Invitiamo all'azione coloro che, come noi, in questi anni sono stati a guardare la propria scomparsa dalla scena pubblica, anche se questa scena non può fare a meno di loro. La nostra Invit/Azione mira a costruire un’assemblea al teatro valle il 30 settembre 2011 aperta a tutti i singoli, le reti, i gruppi, gli indipendenti che in questi anni hanno lottato contro la liquidazione della cultura e della formazione voluta dal governo Berlusconi e dai suoi ministri Tremonti e Gelmini; hanno lottato contro la feroce deregolamentazione del lavoro, sia quello dipendente minacciato sempre di più di perdere il riferimento all'idea di contratto nazionale, sia quello intermittente autonomo e precario, per il quale la mancanza di diritti di cittadinanza, previdenziali, fiscali, sul lavoro è la minaccia della definitiva liquidazione.
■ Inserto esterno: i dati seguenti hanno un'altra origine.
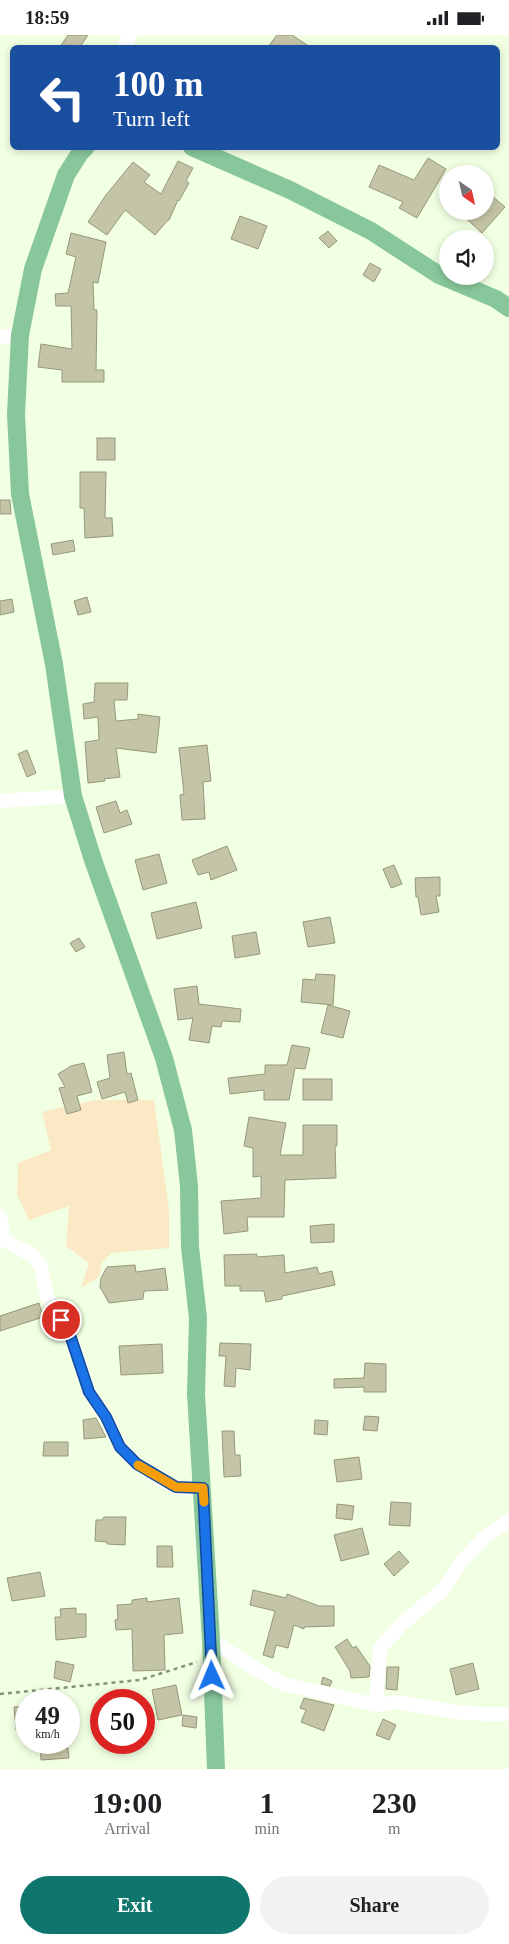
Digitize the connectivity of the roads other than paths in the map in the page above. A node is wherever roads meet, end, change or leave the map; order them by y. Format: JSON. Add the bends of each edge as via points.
{"nodes":[{"id":1,"x":83,"y":150,"type":"edge"},
{"id":2,"x":199,"y":150,"type":"edge"},
{"id":3,"x":509,"y":308,"type":"edge"},
{"id":4,"x":20,"y":335,"type":"junction"},
{"id":5,"x":0,"y":337,"type":"edge"},
{"id":6,"x":73,"y":796,"type":"junction"},
{"id":7,"x":0,"y":801,"type":"edge"},
{"id":8,"x":0,"y":1216,"type":"edge"},
{"id":9,"x":203,"y":1488,"type":"junction"},
{"id":10,"x":509,"y":1520,"type":"edge"},
{"id":11,"x":211,"y":1649,"type":"junction"},
{"id":12,"x":376,"y":1705,"type":"junction"},
{"id":13,"x":509,"y":1714,"type":"edge"},
{"id":14,"x":216,"y":1769,"type":"edge"}],
"edges":[{"from":1,"to":4,"type":"main road","via":[[66,175],[33,269]]},
{"from":2,"to":3,"type":"main road","via":[[371,231],[439,275],[496,299]]},
{"from":4,"to":5,"type":"street"},
{"from":4,"to":6,"type":"main road","via":[[16,414],[20,494],[54,663]]},
{"from":6,"to":7,"type":"street"},
{"from":6,"to":9,"type":"main road","via":[[164,1058],[183,1130],[198,1318],[196,1394]]},
{"from":8,"to":9,"type":"street","via":[[4,1240],[34,1256],[41,1267],[47,1296],[68,1329],[89,1392],[106,1417],[120,1447],[137,1464],[176,1487]]},
{"from":9,"to":11,"type":"main road"},
{"from":10,"to":12,"type":"street","via":[[484,1538],[461,1562],[444,1589],[404,1622],[380,1648]]},
{"from":11,"to":12,"type":"street","via":[[284,1684]]},
{"from":11,"to":14,"type":"main road"},
{"from":12,"to":13,"type":"street","via":[[397,1702],[456,1711]]}]}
Nel pubblico, come nel privato, sul mercato come nella pubblica amministrazione, la nostra lotta è comune. Il nostro è un diritto comune che dovremo vivere e conquistare insieme a partire dal prossimo autunno.
Vogliamo condividere, e rilanciare nuove prospettive di azione in comune, con tutti voi a partire dalla discussione su tre punti che ci sembrano fondamentali, e quanto mai comuni:
- reddito per i periodi di non lavoro, formazione e ricerca che garantisca a libertà di espressione per chi fa i nostri lavori ma anche e soprattutto per l'autonomia della vita dell'intera cittadinanza;
- riforma complessiva del welfare che premi l'autonomia della persona, prima ancora che la sua appartenenza ad una categoria, una professione, un sindacato, una 'casta';
- tutele e garanzie per gli intermittenti del lavoro dello spettacolo e della cultura, della formazione, della comunicazione e della ricerca.
- riforma dei meccanismi di trasparenza, democrazia e legalità nella distribuzione delle risorse pubbliche che oggi vengono depredate dalle manovre finanziarie ispirate dall'imperativo del pareggio di bilancio e delle politiche dell'austerità imposte dall'Unione Europea.
Benvenuti al Teatro Valle, benvenuti nella lotta che è da sempre vostra.